## Directions
Exact copies of all the records below should be returned.

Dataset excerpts
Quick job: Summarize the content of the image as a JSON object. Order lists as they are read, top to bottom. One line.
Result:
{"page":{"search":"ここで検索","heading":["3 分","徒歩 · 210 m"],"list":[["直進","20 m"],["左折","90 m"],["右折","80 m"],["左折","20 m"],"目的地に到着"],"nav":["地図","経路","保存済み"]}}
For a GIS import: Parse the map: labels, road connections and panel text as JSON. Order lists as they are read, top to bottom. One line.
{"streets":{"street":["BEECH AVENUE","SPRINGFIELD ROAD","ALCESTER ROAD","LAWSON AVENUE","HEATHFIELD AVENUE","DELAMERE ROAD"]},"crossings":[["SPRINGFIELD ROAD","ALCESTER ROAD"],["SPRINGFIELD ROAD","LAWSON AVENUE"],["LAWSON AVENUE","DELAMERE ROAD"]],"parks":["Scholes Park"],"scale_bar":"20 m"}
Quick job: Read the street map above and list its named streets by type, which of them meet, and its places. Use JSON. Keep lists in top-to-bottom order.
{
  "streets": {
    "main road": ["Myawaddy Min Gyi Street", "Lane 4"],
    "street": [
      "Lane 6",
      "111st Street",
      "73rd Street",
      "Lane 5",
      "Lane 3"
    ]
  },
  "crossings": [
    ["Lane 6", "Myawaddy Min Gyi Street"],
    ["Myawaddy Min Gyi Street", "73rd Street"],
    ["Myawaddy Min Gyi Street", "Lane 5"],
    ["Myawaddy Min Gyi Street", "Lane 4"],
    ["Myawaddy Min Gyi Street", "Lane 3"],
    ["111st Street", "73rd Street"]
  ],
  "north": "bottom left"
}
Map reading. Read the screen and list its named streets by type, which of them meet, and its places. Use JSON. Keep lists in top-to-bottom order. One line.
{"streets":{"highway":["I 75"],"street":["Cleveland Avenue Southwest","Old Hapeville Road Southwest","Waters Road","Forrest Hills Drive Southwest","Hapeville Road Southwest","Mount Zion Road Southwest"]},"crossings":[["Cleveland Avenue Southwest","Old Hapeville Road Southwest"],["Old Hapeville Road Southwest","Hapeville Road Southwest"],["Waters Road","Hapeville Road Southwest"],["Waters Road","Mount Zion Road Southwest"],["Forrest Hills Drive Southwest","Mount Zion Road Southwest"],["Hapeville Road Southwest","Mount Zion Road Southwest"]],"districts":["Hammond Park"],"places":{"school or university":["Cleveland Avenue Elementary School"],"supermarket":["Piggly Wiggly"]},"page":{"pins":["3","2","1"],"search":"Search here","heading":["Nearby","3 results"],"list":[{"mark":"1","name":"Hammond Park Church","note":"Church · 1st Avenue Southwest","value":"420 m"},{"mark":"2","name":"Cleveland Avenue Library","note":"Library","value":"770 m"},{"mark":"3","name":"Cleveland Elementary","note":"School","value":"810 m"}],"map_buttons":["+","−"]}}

## Your response
Quick job: Summarize the content of the image as a JSON object. Order lists as they are read, top to bottom. One line.
Result:
{"page":{"search":"ここで検索","heading":["3 分","徒歩 · 210 m"],"list":[["直進","20 m"],["左折","90 m"],["右折","80 m"],["左折","20 m"],"目的地に到着"],"nav":["地図","経路","保存済み"]}}
For a GIS import: Parse the map: labels, road connections and panel text as JSON. Order lists as they are read, top to bottom. One line.
{"streets":{"street":["BEECH AVENUE","SPRINGFIELD ROAD","ALCESTER ROAD","LAWSON AVENUE","HEATHFIELD AVENUE","DELAMERE ROAD"]},"crossings":[["SPRINGFIELD ROAD","ALCESTER ROAD"],["SPRINGFIELD ROAD","LAWSON AVENUE"],["LAWSON AVENUE","DELAMERE ROAD"]],"parks":["Scholes Park"],"scale_bar":"20 m"}
Quick job: Read the street map above and list its named streets by type, which of them meet, and its places. Use JSON. Keep lists in top-to-bottom order.
{
  "streets": {
    "main road": ["Myawaddy Min Gyi Street", "Lane 4"],
    "street": [
      "Lane 6",
      "111st Street",
      "73rd Street",
      "Lane 5",
      "Lane 3"
    ]
  },
  "crossings": [
    ["Lane 6", "Myawaddy Min Gyi Street"],
    ["Myawaddy Min Gyi Street", "73rd Street"],
    ["Myawaddy Min Gyi Street", "Lane 5"],
    ["Myawaddy Min Gyi Street", "Lane 4"],
    ["Myawaddy Min Gyi Street", "Lane 3"],
    ["111st Street", "73rd Street"]
  ],
  "north": "bottom left"
}
Map reading. Read the screen and list its named streets by type, which of them meet, and its places. Use JSON. Keep lists in top-to-bottom order. One line.
{"streets":{"highway":["I 75"],"street":["Cleveland Avenue Southwest","Old Hapeville Road Southwest","Waters Road","Forrest Hills Drive Southwest","Hapeville Road Southwest","Mount Zion Road Southwest"]},"crossings":[["Cleveland Avenue Southwest","Old Hapeville Road Southwest"],["Old Hapeville Road Southwest","Hapeville Road Southwest"],["Waters Road","Hapeville Road Southwest"],["Waters Road","Mount Zion Road Southwest"],["Forrest Hills Drive Southwest","Mount Zion Road Southwest"],["Hapeville Road Southwest","Mount Zion Road Southwest"]],"districts":["Hammond Park"],"places":{"school or university":["Cleveland Avenue Elementary School"],"supermarket":["Piggly Wiggly"]},"page":{"pins":["3","2","1"],"search":"Search here","heading":["Nearby","3 results"],"list":[{"mark":"1","name":"Hammond Park Church","note":"Church · 1st Avenue Southwest","value":"420 m"},{"mark":"2","name":"Cleveland Avenue Library","note":"Library","value":"770 m"},{"mark":"3","name":"Cleveland Elementary","note":"School","value":"810 m"}],"map_buttons":["+","−"]}}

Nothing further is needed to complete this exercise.